(Directions for this task)
Show each line of the entries below in which the word "Sherwood" appears.

*** Listed records

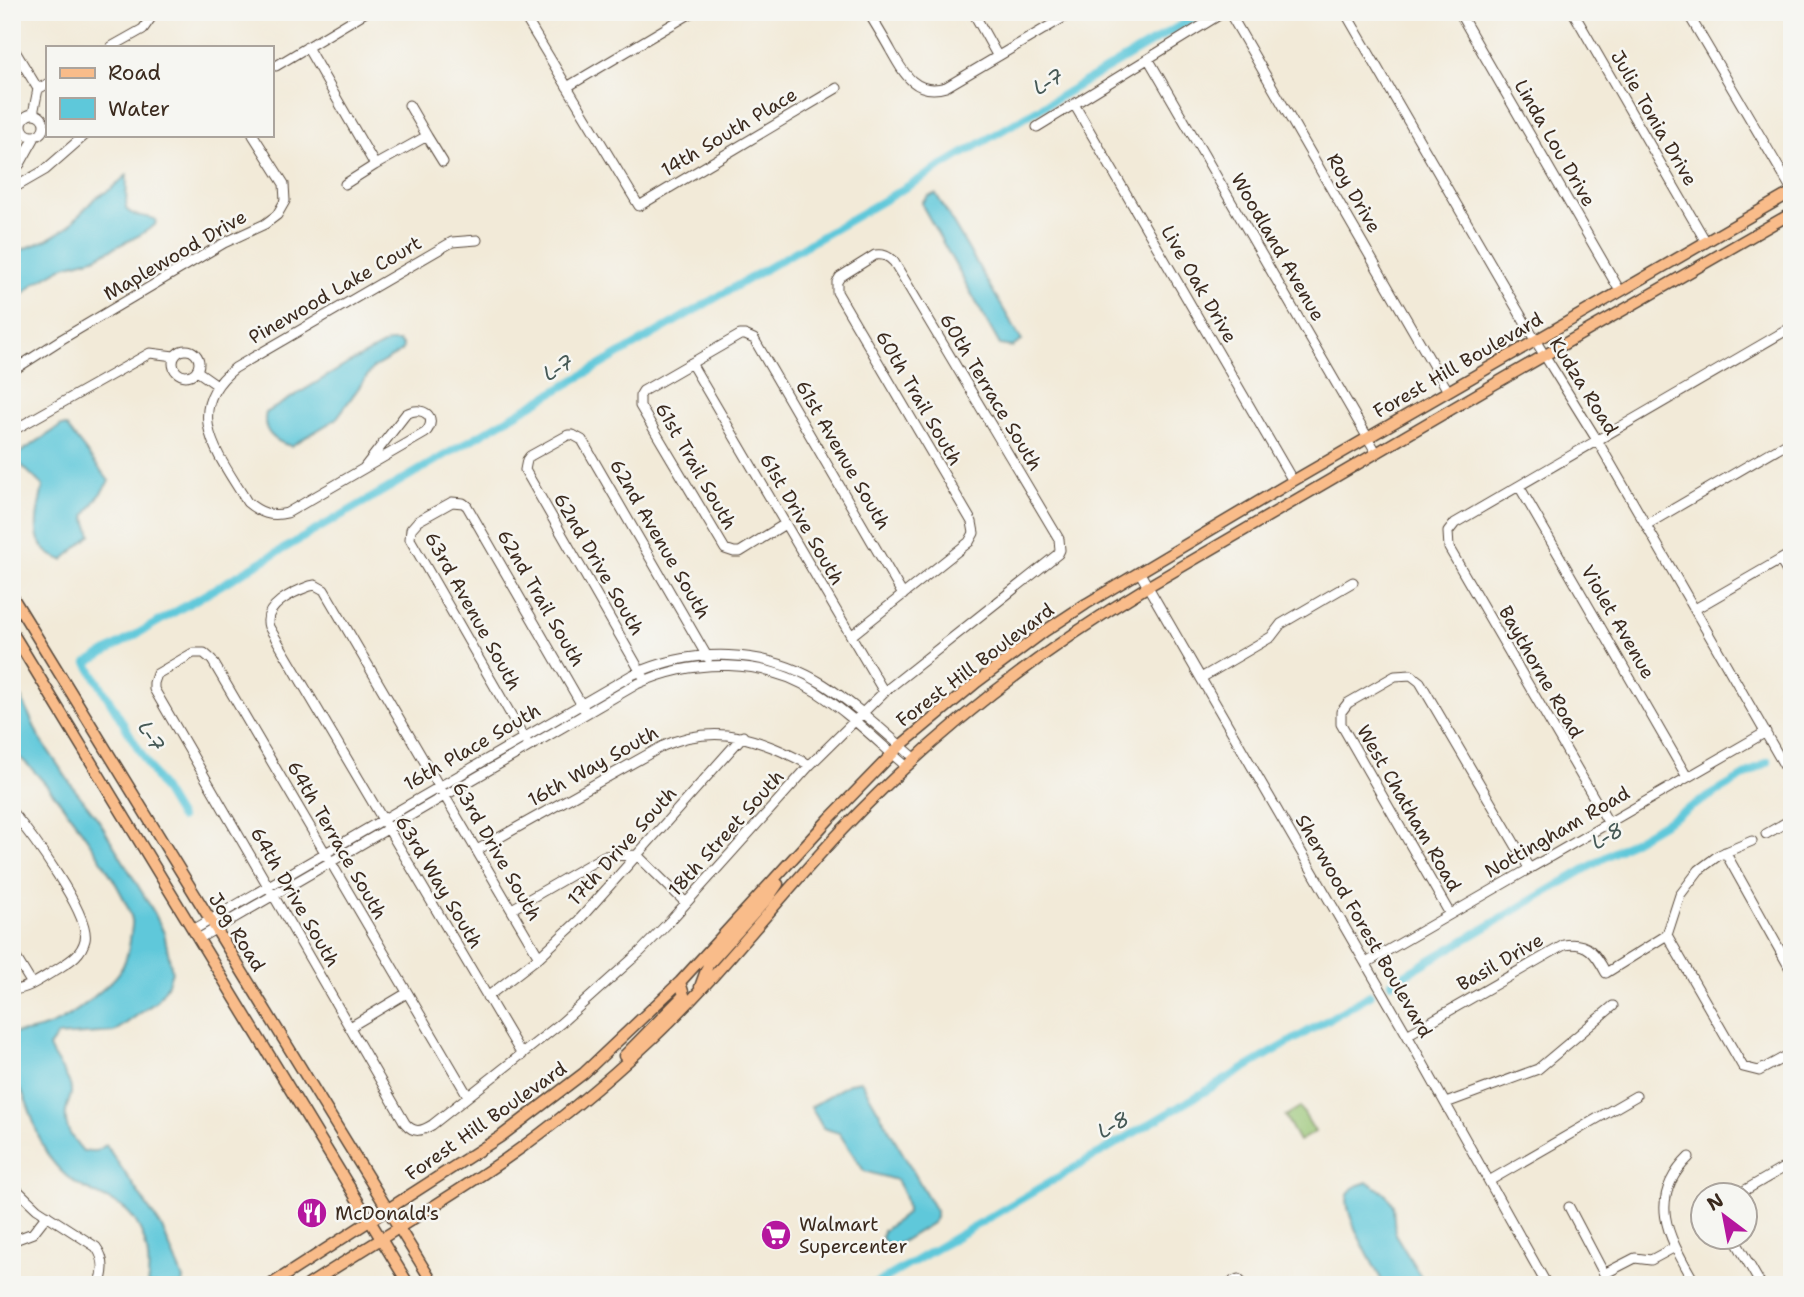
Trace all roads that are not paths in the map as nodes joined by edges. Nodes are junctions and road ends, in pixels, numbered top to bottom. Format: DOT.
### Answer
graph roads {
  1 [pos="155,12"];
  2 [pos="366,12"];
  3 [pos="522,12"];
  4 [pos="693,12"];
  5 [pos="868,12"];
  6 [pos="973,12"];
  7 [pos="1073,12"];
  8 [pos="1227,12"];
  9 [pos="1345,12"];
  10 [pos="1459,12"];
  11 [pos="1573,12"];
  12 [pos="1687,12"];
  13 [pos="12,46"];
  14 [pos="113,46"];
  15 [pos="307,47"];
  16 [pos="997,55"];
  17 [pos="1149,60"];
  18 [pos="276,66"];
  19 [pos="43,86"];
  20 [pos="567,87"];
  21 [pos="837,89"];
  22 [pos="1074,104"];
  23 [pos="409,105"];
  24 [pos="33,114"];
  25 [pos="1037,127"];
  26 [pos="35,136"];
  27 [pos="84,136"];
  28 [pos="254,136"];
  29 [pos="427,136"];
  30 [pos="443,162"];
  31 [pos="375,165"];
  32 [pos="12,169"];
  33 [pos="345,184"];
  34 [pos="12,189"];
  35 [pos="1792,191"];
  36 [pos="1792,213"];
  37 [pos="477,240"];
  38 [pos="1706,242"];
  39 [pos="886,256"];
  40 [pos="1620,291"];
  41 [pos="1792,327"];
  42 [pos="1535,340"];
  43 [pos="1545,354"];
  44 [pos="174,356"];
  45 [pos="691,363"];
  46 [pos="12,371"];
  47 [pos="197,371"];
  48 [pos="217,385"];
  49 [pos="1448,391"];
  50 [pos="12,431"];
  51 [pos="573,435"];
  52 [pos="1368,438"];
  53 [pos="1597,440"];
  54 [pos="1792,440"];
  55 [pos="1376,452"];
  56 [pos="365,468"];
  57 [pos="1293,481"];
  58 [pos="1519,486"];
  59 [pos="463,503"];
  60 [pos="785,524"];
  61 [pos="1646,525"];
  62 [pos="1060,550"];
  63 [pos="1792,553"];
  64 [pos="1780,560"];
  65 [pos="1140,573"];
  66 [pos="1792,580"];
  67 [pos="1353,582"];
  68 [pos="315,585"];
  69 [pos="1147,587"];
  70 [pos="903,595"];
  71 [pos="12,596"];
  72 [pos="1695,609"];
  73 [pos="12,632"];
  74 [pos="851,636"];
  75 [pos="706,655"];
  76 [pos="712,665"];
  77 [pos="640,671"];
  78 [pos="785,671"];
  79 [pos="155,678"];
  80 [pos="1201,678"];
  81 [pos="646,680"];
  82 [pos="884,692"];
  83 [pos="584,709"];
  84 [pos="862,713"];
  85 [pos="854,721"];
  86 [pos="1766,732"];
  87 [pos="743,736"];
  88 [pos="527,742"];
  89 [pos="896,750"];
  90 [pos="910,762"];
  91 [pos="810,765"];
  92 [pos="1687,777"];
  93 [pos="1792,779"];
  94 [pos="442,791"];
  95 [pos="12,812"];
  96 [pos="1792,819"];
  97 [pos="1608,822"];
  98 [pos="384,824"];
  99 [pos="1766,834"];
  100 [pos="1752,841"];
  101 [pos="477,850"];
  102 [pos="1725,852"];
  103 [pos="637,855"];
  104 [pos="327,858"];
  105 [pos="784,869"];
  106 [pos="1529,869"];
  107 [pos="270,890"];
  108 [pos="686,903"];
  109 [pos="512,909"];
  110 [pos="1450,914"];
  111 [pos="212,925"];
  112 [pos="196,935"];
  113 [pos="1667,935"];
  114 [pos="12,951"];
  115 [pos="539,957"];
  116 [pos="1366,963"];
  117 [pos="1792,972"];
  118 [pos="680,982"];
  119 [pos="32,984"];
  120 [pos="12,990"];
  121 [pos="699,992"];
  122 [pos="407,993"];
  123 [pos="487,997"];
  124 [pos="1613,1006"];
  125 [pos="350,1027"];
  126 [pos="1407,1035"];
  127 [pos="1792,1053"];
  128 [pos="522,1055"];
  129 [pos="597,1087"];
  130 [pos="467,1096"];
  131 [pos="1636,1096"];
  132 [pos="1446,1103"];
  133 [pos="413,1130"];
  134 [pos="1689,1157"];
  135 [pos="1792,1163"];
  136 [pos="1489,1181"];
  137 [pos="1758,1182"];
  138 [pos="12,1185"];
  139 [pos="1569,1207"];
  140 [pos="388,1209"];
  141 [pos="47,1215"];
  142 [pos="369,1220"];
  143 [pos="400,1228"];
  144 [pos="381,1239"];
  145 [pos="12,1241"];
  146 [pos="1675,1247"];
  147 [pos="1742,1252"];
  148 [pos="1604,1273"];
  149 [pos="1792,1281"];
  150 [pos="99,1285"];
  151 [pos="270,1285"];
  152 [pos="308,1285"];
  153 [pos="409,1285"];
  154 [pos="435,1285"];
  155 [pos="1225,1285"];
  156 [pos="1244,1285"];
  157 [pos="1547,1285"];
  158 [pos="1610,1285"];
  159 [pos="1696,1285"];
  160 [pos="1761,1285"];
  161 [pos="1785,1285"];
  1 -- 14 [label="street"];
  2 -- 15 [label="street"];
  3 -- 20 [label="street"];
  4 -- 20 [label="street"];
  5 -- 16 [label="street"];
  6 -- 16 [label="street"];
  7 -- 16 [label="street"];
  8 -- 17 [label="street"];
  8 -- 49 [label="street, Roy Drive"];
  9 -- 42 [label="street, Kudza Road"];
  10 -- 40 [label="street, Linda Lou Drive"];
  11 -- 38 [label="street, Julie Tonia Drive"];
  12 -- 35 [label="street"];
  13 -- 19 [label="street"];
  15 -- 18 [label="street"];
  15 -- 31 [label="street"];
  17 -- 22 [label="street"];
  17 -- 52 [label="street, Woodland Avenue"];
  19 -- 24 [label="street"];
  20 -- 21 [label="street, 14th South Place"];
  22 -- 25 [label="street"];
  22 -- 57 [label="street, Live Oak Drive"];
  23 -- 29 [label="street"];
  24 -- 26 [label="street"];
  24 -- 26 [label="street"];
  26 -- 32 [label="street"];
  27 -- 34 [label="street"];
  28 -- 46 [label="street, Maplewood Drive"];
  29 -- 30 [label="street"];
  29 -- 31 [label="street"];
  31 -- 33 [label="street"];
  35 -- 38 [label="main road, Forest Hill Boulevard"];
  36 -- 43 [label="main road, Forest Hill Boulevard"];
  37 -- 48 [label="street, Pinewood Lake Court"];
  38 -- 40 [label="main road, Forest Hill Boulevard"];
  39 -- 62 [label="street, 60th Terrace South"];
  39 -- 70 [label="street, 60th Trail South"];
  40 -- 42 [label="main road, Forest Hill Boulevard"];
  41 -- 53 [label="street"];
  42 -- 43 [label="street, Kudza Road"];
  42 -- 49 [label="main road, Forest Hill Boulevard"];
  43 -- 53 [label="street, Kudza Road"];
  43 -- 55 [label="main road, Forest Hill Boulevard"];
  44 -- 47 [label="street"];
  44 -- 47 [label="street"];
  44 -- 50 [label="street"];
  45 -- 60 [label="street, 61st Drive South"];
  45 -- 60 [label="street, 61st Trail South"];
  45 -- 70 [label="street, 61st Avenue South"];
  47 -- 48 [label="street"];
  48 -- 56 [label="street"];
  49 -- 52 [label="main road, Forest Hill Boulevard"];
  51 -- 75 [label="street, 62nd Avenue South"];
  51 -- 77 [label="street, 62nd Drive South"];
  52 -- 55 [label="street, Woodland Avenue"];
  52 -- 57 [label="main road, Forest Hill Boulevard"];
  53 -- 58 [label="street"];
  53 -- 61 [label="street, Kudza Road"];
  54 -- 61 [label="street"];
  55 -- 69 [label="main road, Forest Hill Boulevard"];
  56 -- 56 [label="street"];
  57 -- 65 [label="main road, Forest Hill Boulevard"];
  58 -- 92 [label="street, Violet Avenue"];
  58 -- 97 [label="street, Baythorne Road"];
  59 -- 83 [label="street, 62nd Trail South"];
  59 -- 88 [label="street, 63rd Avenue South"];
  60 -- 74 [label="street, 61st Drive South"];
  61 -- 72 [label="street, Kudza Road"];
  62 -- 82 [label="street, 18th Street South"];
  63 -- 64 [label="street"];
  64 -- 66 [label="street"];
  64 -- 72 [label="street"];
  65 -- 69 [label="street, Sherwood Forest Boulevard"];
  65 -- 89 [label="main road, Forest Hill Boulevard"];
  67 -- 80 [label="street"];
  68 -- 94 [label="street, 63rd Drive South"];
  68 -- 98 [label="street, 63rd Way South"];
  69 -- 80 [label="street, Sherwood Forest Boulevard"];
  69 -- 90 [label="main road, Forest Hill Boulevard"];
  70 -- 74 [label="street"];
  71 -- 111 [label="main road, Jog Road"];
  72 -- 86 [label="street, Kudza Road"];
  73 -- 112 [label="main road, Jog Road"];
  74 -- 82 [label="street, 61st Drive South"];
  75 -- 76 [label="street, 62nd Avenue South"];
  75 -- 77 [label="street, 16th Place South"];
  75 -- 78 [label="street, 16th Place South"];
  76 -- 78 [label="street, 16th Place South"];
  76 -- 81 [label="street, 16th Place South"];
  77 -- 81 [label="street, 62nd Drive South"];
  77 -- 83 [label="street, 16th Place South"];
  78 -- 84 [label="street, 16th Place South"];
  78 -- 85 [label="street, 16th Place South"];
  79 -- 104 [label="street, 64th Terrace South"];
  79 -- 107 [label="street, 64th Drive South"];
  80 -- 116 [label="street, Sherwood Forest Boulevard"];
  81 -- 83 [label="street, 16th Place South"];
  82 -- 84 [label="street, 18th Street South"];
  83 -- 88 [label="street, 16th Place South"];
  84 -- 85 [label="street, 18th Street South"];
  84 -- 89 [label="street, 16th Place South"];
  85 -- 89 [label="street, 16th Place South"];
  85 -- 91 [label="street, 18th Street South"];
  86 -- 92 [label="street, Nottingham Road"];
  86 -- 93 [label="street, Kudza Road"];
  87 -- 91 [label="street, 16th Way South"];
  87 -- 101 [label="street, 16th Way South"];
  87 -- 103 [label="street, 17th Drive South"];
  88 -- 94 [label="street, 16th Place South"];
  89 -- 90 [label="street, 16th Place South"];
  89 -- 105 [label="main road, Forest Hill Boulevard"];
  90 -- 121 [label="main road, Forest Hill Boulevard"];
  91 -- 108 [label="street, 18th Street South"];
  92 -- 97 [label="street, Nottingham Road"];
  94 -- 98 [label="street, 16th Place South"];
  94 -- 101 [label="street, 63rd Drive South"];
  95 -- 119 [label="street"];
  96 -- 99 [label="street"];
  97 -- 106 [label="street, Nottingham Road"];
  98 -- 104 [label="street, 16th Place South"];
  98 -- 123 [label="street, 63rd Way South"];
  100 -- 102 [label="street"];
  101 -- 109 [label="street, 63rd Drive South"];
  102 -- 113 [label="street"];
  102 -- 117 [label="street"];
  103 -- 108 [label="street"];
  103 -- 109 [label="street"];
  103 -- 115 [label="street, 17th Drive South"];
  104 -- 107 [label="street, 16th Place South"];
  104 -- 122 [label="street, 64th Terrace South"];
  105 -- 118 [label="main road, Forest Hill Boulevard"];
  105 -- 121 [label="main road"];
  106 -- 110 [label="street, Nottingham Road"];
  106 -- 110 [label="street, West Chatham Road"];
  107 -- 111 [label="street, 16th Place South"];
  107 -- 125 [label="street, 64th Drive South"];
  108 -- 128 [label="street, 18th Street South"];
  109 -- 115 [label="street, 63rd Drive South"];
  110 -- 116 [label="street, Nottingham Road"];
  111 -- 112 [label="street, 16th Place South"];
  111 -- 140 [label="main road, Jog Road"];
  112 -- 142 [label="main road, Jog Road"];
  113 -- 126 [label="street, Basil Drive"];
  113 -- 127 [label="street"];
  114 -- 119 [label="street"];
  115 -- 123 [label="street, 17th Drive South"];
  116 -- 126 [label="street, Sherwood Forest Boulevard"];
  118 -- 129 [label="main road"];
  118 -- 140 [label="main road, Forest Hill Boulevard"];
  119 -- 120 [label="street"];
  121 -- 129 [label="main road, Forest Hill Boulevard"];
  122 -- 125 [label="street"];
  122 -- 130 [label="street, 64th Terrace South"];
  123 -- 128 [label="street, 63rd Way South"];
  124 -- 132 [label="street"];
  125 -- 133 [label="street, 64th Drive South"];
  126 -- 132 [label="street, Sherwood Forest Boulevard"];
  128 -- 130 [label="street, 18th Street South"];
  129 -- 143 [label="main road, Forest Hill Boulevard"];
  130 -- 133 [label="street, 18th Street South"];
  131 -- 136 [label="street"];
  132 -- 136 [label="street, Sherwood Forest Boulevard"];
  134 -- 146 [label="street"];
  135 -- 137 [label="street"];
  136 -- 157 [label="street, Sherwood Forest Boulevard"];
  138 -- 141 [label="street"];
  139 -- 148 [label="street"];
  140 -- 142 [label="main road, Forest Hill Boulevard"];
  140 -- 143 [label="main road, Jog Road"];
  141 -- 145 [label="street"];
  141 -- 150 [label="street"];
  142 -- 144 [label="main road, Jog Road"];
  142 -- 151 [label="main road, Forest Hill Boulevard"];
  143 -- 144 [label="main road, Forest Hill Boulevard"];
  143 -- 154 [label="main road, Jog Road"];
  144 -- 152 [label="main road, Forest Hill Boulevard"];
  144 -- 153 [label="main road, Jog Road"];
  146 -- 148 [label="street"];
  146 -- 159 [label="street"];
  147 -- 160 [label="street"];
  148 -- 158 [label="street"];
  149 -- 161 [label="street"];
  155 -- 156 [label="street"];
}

******

(Task answer)
  65 -- 69 [label="street, Sherwood Forest Boulevard"];
  69 -- 80 [label="street, Sherwood Forest Boulevard"];
  80 -- 116 [label="street, Sherwood Forest Boulevard"];
  116 -- 126 [label="street, Sherwood Forest Boulevard"];
  126 -- 132 [label="street, Sherwood Forest Boulevard"];
  132 -- 136 [label="street, Sherwood Forest Boulevard"];
  136 -- 157 [label="street, Sherwood Forest Boulevard"];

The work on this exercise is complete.